= Problem details =
Look through the entries below and count every line in which "Left" appears; reply with the number only.
____________________
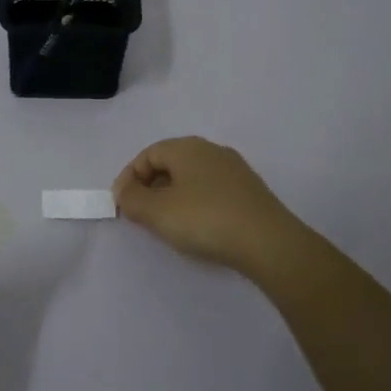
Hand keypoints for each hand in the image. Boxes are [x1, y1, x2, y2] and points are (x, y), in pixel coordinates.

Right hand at [112, 137, 302, 271]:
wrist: (269, 243)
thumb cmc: (205, 220)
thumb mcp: (157, 212)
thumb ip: (132, 199)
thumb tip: (125, 191)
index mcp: (187, 147)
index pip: (148, 154)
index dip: (129, 177)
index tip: (122, 204)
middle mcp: (211, 150)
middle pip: (170, 163)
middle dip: (150, 187)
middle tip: (141, 214)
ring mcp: (234, 170)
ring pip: (192, 177)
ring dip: (173, 196)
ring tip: (167, 224)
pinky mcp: (250, 191)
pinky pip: (211, 190)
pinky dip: (196, 204)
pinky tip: (198, 227)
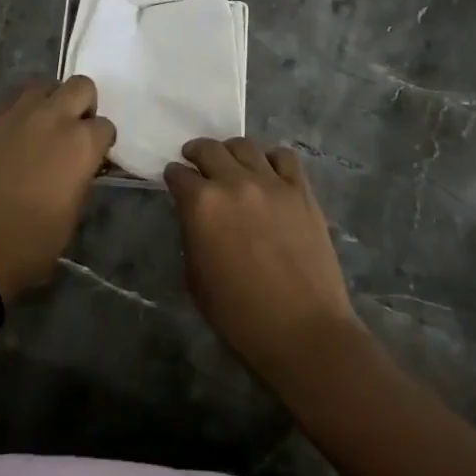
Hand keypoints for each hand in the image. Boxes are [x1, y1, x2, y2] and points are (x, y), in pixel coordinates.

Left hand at [0, 77, 115, 296]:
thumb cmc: (31, 242)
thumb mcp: (72, 213)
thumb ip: (81, 176)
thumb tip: (80, 163)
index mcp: (81, 144)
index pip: (105, 126)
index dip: (101, 141)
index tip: (94, 154)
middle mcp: (53, 118)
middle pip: (81, 86)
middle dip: (83, 105)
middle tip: (73, 129)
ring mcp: (18, 113)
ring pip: (44, 84)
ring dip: (51, 100)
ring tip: (43, 124)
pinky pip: (12, 97)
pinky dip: (20, 108)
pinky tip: (16, 129)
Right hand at [165, 138, 362, 382]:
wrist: (303, 330)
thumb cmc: (239, 315)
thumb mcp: (195, 278)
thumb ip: (191, 234)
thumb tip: (196, 216)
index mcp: (202, 204)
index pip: (178, 174)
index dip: (173, 176)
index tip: (174, 180)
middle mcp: (234, 182)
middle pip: (209, 149)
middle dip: (196, 153)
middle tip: (195, 162)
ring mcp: (271, 182)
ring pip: (245, 146)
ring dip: (231, 151)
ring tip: (231, 163)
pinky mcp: (301, 191)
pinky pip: (284, 157)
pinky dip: (271, 159)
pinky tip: (268, 172)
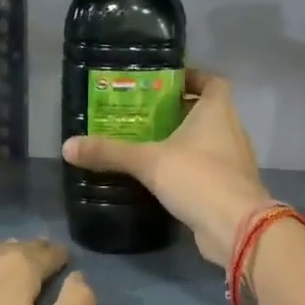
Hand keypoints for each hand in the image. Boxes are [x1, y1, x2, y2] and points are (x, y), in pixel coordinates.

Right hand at [63, 67, 272, 265]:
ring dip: (183, 141)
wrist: (236, 228)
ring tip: (147, 144)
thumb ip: (110, 152)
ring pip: (207, 141)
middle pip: (207, 111)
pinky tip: (162, 177)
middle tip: (143, 114)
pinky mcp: (230, 188)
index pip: (212, 81)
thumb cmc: (198, 178)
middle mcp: (231, 130)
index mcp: (218, 111)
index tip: (164, 82)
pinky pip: (207, 169)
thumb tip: (67, 146)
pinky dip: (188, 168)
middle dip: (178, 111)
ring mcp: (234, 161)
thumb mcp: (148, 161)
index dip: (192, 77)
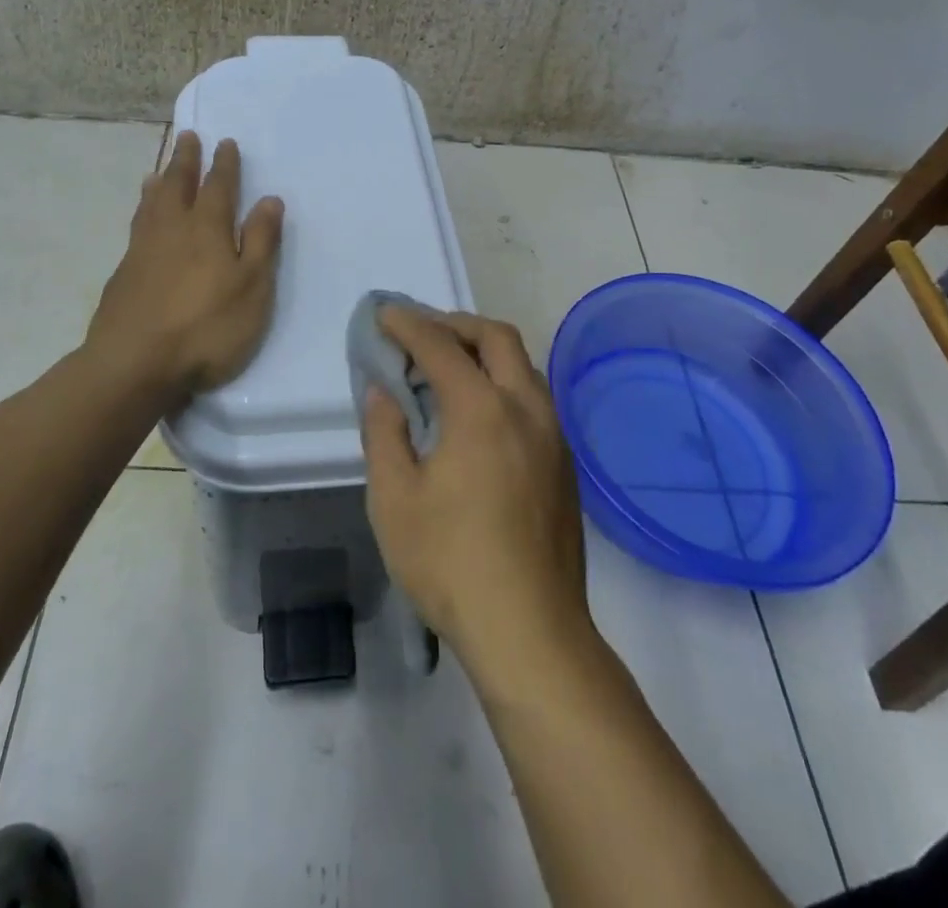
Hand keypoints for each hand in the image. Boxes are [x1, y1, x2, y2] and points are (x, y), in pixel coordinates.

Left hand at [85, 132, 283, 399]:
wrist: (134, 363)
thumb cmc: (206, 327)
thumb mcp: (251, 287)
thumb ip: (260, 242)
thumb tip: (270, 199)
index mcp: (207, 229)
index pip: (218, 186)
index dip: (224, 164)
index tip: (225, 142)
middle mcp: (172, 229)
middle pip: (178, 185)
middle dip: (186, 161)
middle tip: (188, 137)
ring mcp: (142, 250)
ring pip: (152, 204)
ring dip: (159, 183)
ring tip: (158, 171)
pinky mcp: (123, 274)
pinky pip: (136, 226)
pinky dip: (141, 211)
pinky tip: (141, 219)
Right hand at [361, 308, 592, 691]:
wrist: (531, 633)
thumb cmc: (451, 563)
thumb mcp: (394, 499)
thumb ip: (384, 433)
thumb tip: (383, 391)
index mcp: (482, 410)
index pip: (440, 346)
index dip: (408, 324)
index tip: (384, 315)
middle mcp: (526, 409)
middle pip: (496, 338)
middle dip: (455, 324)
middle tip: (421, 333)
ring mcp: (553, 436)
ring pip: (523, 366)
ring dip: (484, 352)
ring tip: (448, 370)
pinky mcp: (564, 465)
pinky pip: (534, 398)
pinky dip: (502, 383)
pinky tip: (479, 417)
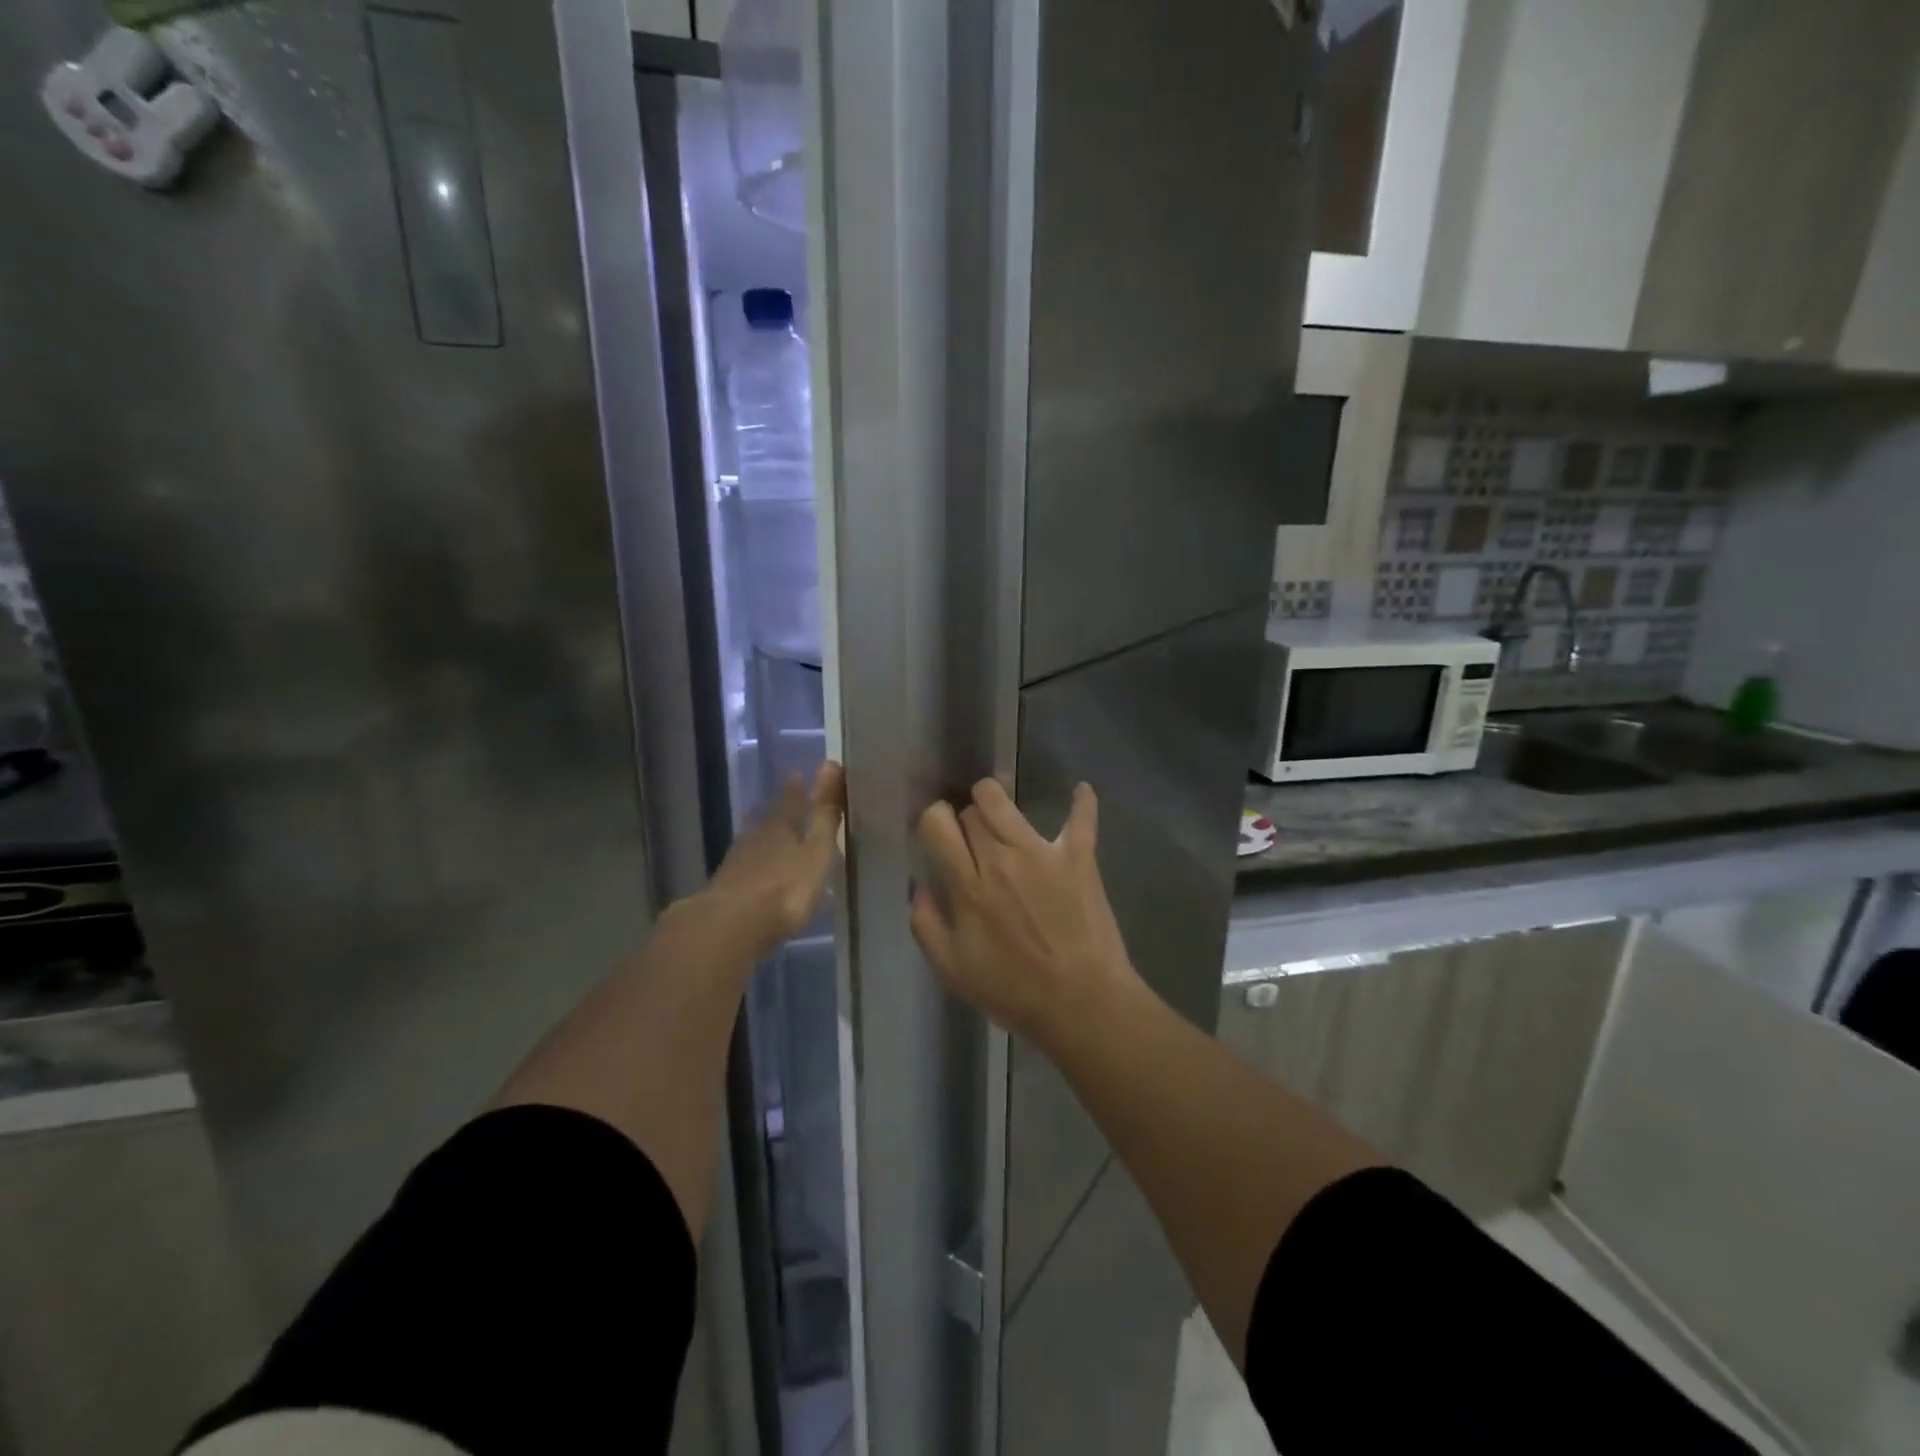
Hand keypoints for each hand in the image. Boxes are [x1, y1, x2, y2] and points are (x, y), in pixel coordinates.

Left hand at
____________________
= Answer for the task =
3